Variety, May 17, 1972.
Of all the well-known playwrights of the Absurd, Fernando Arrabal is to me the slightest—a hack of the avant-garde. His latest production in New York, And They Put Handcuffs on the Flowers, is a religious-symbolic work about the fate of political prisoners, presumably Franco's, who have long been immured and are generally forgotten. The script strains for fearless impact but ends in sensationalism (such touches, for instance, as the eating of excrement or the fellation of Jesus). After the arty apparatus and tedious candor, all that remains is blatant pathos. If that seems a callous comment, Arrabal invites it because he pretends to the much more complex and profound level of Genet's writings about prisoners.

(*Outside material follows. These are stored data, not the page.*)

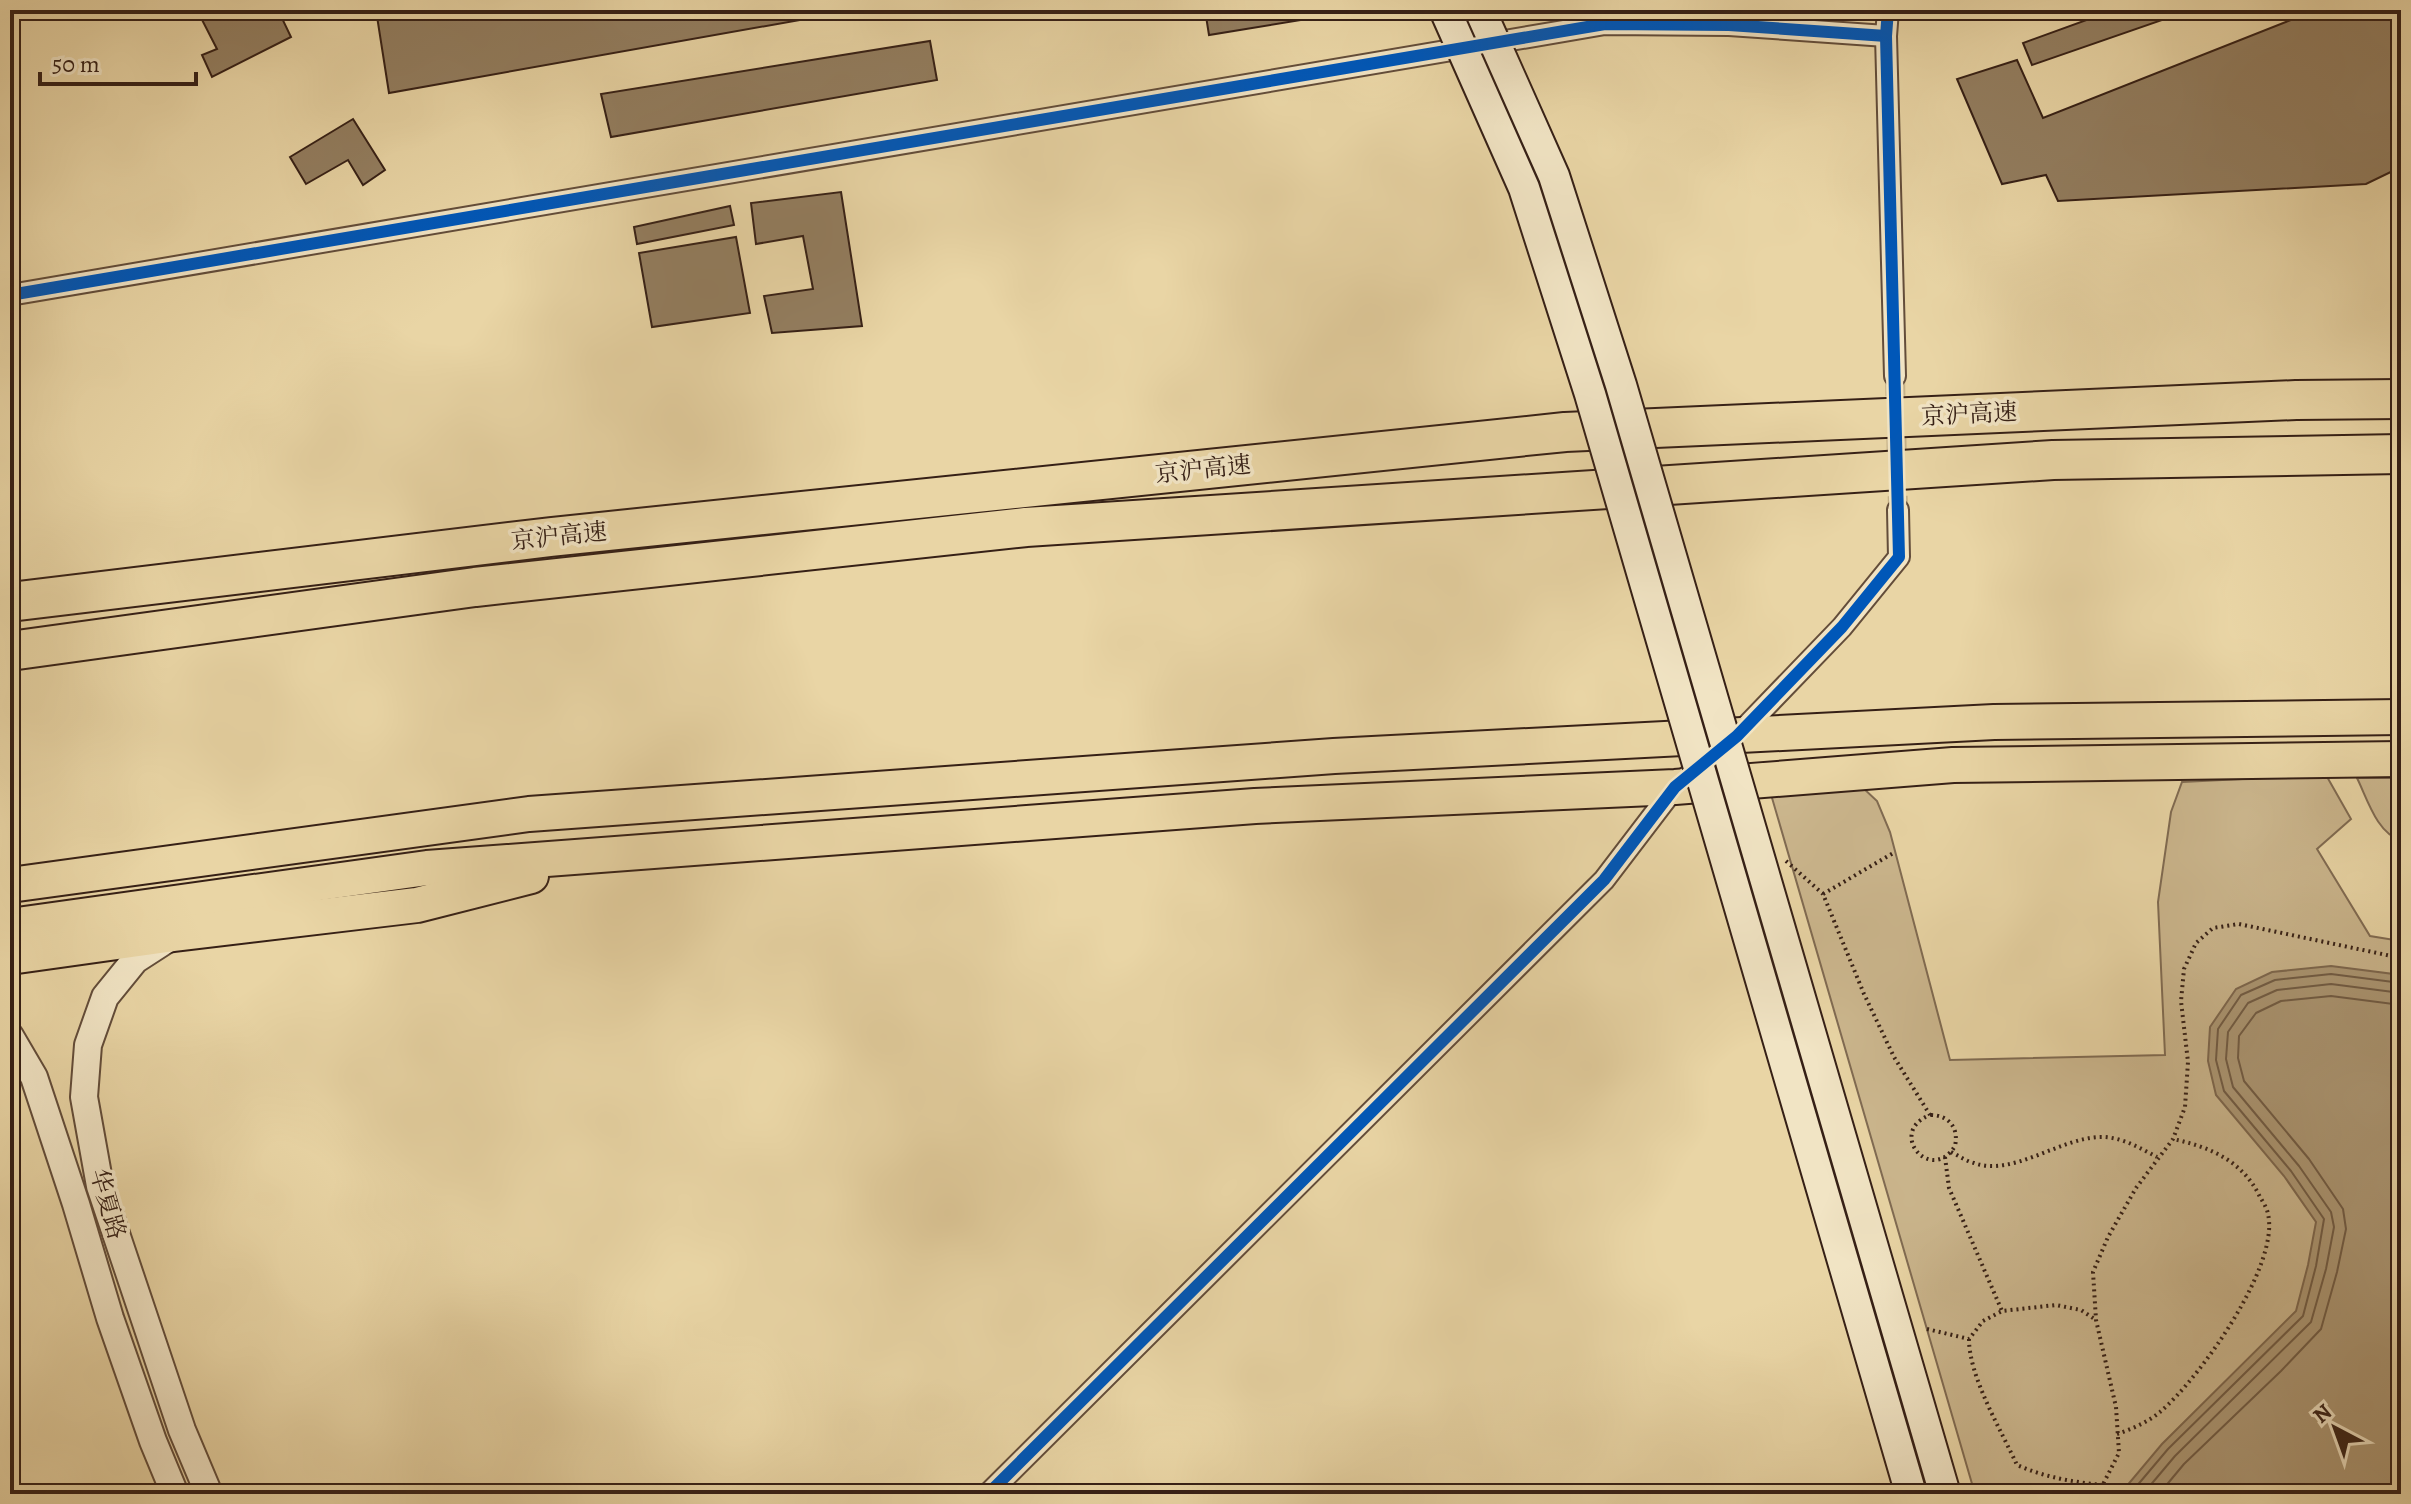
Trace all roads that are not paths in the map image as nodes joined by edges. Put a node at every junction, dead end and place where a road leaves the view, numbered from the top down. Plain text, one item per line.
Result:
1 (1445, 10) edge
2 (1480, 10) edge
3 (1888, 10) edge
4 (1886, 36) junction
5 (10, 295) edge
6 (1895, 376) tunnel mouth
7 (2401, 399) edge
8 (2401, 454) edge
9 (1898, 510) tunnel mouth
10 (10, 602) edge
11 (10, 651) edge
12 (2401, 717) edge
13 (1737, 736) junction
14 (2401, 759) edge
15 (1675, 787) junction
16 (616, 854) junction
17 (10, 885) edge
18 (10, 926) edge
19 (174, 934) junction
20 (10, 957) edge
21 (10, 1036) edge
22 (175, 1494) edge
23 (209, 1494) edge
24 (988, 1494) edge
25 (1911, 1494) edge
26 (1945, 1494) edge

1 - 25 main road, bridge
2 - 26 main road, bridge
3 - 4 street
4 - 5 street
4 - 6 street
7 - 10 highway, 京沪高速
8 - 11 highway, 京沪高速
9 - 13 street
12 - 13 highway
13 - 15 street
13 - 17 highway
14 - 15 highway
15 - 16 highway
15 - 24 street
16 - 18 highway
16 - 19 highway
19 - 20 highway
19 - 23 street, 华夏路
21 - 22 street, 华夏路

Stanley Kauffmann, "Stages of Discussion," in The New Republic (reprinted by permission of The New Republic; © 1972 by Harrison-Blaine of New Jersey, Inc.), June 24, 1972, pp. 24, 34-5.
Fernando Arrabal does not write plays for the stage so much as he writes poems for the stage. And, as with much of the best in contemporary poetry, the metaphor rather than the "story" is the message. Here [in The Architect and the Emperor of Assyria], an "emperor" arrives on an island inhabited solely by an "architect"; the two of them interact, seemingly switch roles, play out their fantasies, etc., and their exchange is rich and shimmering in image, suggestion, and a curiously moving, even overwhelming, sadness.
Lawrence Wunderlich, in Cue, July 1, 1972.